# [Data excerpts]
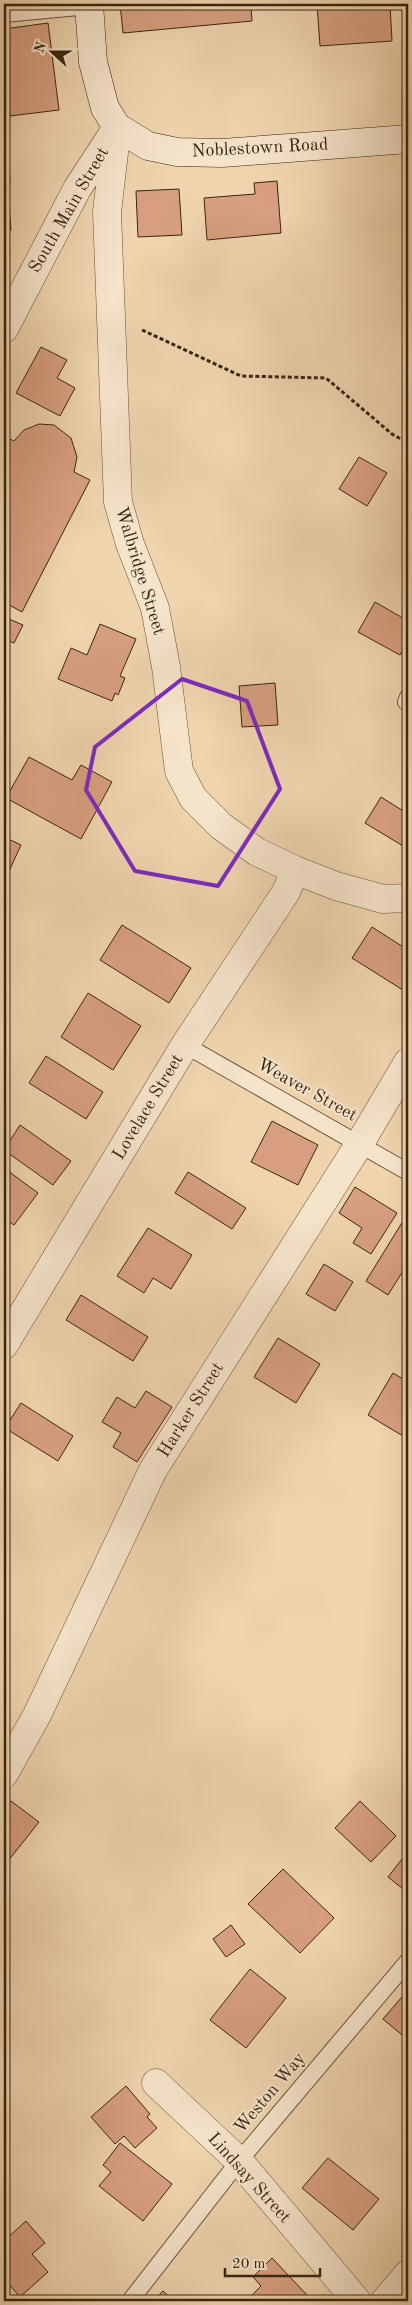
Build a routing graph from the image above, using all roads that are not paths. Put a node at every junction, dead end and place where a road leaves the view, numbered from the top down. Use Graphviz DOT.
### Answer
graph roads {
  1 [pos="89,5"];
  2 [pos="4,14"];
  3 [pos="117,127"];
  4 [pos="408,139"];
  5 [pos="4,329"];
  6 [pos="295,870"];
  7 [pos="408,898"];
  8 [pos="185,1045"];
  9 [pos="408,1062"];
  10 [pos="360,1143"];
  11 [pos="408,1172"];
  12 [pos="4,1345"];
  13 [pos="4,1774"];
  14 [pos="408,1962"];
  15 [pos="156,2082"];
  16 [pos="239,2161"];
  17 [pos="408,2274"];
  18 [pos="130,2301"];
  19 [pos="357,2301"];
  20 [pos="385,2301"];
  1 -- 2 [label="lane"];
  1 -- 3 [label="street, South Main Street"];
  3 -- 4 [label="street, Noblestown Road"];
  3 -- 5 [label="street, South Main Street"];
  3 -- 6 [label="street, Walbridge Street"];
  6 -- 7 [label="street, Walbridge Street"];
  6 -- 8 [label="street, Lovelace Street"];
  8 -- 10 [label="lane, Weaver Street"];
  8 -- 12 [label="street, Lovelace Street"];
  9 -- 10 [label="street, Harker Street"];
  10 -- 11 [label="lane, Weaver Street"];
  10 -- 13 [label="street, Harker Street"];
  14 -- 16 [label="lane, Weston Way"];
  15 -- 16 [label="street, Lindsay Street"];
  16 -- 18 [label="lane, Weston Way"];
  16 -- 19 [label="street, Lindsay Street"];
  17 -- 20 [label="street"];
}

# [EXERCISE OBJECTIVE]
Only the count belongs in your answer, so please work out how many lines of the data contain "graph".

# [OUTPUT OF THE EXERCISE]
2